(GIVEN RECORDS)
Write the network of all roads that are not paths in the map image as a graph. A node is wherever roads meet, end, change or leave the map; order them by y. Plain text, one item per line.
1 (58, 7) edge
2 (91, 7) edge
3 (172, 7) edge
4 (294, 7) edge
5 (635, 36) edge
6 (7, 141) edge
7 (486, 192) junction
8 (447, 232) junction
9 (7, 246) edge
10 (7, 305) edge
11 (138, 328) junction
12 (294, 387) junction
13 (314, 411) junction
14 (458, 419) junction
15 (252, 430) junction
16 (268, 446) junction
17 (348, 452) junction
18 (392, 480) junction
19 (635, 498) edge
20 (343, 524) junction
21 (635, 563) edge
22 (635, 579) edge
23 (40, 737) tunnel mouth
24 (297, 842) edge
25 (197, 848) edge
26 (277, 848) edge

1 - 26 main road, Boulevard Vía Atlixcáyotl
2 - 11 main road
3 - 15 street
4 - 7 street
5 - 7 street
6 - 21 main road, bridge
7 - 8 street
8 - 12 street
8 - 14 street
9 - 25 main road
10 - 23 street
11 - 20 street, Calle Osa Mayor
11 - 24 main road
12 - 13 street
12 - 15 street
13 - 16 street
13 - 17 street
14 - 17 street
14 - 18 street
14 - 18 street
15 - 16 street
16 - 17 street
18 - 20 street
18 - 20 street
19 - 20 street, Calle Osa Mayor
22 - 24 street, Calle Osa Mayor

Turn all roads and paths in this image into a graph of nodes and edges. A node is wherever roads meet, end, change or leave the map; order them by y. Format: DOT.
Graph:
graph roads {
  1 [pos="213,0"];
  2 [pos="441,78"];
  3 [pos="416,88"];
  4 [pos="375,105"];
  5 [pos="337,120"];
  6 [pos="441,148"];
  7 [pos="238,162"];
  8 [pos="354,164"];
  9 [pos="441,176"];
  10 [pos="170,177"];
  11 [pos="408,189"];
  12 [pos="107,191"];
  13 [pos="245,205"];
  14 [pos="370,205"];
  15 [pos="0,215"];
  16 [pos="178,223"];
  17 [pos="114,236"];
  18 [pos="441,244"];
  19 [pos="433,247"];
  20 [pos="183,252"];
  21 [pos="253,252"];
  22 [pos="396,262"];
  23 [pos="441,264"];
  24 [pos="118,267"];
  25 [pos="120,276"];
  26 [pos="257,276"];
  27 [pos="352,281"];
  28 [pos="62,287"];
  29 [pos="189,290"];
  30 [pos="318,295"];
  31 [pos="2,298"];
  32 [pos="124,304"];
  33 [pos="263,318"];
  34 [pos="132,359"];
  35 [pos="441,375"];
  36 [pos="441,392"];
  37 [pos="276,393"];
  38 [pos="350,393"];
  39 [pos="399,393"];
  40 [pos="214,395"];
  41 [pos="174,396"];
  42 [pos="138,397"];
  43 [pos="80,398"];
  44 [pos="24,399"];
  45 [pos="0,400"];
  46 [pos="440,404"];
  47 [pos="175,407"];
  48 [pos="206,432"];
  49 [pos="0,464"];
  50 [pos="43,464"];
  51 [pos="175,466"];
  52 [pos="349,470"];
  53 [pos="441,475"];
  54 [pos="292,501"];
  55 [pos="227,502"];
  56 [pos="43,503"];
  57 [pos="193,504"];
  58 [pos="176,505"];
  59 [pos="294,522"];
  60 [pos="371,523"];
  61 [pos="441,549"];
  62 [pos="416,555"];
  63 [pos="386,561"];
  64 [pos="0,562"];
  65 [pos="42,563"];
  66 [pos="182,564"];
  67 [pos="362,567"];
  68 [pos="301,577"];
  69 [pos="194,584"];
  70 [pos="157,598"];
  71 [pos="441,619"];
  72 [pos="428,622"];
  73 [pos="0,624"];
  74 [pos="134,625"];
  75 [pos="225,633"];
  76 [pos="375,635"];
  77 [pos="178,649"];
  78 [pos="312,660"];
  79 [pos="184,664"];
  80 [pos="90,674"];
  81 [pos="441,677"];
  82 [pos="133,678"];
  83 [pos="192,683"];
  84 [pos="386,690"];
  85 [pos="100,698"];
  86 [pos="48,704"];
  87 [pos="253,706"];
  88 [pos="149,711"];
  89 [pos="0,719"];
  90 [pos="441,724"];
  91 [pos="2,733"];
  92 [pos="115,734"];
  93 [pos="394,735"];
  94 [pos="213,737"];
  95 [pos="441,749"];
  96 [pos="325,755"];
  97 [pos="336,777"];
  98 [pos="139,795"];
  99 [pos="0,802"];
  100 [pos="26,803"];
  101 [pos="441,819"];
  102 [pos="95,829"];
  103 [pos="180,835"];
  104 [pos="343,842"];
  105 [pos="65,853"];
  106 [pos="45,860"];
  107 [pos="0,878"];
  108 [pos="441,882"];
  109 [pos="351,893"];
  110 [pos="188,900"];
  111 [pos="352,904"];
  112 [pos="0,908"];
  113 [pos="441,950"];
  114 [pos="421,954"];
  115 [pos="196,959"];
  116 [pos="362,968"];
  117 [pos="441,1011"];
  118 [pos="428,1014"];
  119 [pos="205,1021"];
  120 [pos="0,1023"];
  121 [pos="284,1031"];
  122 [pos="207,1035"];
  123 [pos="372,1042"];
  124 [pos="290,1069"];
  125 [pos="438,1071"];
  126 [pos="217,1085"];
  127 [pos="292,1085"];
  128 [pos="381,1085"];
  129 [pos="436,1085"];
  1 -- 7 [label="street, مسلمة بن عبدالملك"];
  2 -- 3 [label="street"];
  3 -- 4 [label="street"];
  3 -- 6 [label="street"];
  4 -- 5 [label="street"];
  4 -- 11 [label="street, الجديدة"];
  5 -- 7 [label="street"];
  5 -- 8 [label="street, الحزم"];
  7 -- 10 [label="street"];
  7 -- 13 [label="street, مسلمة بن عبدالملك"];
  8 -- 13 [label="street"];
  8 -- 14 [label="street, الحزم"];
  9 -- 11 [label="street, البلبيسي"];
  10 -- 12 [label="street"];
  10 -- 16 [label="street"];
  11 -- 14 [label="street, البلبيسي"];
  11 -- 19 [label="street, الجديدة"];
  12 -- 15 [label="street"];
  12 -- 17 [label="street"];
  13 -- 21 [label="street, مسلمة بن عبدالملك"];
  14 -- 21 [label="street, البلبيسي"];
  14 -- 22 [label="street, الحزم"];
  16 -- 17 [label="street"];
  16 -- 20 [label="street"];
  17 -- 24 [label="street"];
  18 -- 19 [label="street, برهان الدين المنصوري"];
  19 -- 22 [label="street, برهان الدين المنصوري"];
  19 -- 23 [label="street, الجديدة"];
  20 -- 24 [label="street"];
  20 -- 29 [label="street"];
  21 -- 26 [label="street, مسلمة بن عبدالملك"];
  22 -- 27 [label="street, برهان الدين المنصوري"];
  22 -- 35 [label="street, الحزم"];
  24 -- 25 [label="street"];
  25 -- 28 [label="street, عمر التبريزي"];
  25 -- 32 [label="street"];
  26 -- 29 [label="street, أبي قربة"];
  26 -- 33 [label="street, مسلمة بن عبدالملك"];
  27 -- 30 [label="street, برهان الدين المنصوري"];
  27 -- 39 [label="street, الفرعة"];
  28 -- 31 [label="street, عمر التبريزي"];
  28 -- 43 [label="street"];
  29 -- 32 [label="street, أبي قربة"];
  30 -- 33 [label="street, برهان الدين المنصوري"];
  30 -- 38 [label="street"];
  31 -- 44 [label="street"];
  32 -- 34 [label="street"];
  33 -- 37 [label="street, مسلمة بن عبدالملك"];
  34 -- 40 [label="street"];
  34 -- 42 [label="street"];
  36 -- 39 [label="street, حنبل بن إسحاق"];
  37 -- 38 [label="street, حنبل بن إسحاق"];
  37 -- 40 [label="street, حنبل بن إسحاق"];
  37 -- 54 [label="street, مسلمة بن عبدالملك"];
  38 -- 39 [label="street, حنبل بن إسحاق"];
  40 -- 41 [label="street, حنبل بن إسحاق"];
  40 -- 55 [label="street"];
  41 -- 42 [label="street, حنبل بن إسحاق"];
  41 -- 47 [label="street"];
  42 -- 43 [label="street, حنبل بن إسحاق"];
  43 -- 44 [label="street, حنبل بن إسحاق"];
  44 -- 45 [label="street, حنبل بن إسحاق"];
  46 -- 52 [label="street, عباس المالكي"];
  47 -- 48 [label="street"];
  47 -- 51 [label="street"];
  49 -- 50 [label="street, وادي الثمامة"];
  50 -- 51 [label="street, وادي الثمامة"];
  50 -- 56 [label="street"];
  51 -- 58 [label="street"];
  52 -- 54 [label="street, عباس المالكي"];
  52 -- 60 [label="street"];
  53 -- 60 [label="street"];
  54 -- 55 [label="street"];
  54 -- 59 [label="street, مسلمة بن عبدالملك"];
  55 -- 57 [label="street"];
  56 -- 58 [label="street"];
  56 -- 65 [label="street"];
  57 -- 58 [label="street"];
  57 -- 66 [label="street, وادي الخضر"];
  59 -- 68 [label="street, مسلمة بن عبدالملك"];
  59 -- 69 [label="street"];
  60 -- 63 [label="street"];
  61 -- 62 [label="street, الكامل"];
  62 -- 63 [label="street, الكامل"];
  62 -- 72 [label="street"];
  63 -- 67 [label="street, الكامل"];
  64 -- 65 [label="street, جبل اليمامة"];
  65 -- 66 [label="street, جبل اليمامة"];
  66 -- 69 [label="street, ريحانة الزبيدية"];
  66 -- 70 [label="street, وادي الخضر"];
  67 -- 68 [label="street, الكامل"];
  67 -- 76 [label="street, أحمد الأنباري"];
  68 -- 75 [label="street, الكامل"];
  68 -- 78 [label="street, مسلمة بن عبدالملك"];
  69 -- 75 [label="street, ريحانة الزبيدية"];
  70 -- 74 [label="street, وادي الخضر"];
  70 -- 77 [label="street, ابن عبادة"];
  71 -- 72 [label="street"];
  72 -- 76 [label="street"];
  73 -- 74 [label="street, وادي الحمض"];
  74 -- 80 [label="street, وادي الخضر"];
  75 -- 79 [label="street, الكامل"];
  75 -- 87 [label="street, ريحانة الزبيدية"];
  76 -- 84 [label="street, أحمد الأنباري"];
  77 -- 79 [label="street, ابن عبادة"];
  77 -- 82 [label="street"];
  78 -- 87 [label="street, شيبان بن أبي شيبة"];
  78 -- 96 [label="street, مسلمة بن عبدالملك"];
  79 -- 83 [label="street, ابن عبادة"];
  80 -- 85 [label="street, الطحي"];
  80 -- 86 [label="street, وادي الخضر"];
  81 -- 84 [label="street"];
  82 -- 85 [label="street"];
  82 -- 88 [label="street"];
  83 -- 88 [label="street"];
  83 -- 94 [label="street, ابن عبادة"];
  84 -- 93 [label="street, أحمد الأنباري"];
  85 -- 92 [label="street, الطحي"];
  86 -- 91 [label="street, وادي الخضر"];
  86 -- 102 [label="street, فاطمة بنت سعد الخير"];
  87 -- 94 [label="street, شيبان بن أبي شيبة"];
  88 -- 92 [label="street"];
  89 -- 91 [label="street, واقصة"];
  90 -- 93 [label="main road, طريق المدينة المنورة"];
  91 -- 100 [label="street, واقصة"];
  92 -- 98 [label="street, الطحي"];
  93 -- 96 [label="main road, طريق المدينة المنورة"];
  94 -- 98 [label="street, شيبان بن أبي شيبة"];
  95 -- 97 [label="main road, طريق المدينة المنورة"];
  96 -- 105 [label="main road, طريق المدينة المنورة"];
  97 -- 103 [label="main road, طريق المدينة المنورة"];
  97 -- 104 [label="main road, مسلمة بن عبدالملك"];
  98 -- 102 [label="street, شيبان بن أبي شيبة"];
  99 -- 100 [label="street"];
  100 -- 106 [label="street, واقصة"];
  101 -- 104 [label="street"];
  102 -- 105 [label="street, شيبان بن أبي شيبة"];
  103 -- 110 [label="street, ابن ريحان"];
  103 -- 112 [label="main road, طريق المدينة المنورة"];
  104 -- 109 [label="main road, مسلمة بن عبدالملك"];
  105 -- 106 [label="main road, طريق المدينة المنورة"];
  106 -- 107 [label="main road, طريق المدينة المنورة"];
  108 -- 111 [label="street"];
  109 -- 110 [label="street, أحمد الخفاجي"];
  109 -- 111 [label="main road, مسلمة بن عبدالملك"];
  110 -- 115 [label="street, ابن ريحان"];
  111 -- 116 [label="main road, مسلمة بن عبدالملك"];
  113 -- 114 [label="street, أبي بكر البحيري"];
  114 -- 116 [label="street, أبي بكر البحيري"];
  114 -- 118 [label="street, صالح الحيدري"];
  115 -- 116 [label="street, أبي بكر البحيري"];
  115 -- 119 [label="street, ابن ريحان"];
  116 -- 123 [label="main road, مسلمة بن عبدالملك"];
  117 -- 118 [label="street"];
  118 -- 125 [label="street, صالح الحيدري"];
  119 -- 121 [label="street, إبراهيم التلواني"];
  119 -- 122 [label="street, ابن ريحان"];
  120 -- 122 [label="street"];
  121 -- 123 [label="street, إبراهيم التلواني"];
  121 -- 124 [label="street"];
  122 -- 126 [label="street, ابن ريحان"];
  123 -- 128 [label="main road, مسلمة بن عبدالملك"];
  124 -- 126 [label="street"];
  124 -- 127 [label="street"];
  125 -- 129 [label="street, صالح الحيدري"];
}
(End GIVEN RECORDS)
* WORK TO BE COMPLETED: Copy every line that contains "الطحي" from the listing above.

* EXERCISE ANSWER:
  80 -- 85 [label="street, الطحي"];
  85 -- 92 [label="street, الطحي"];
  92 -- 98 [label="street, الطحي"];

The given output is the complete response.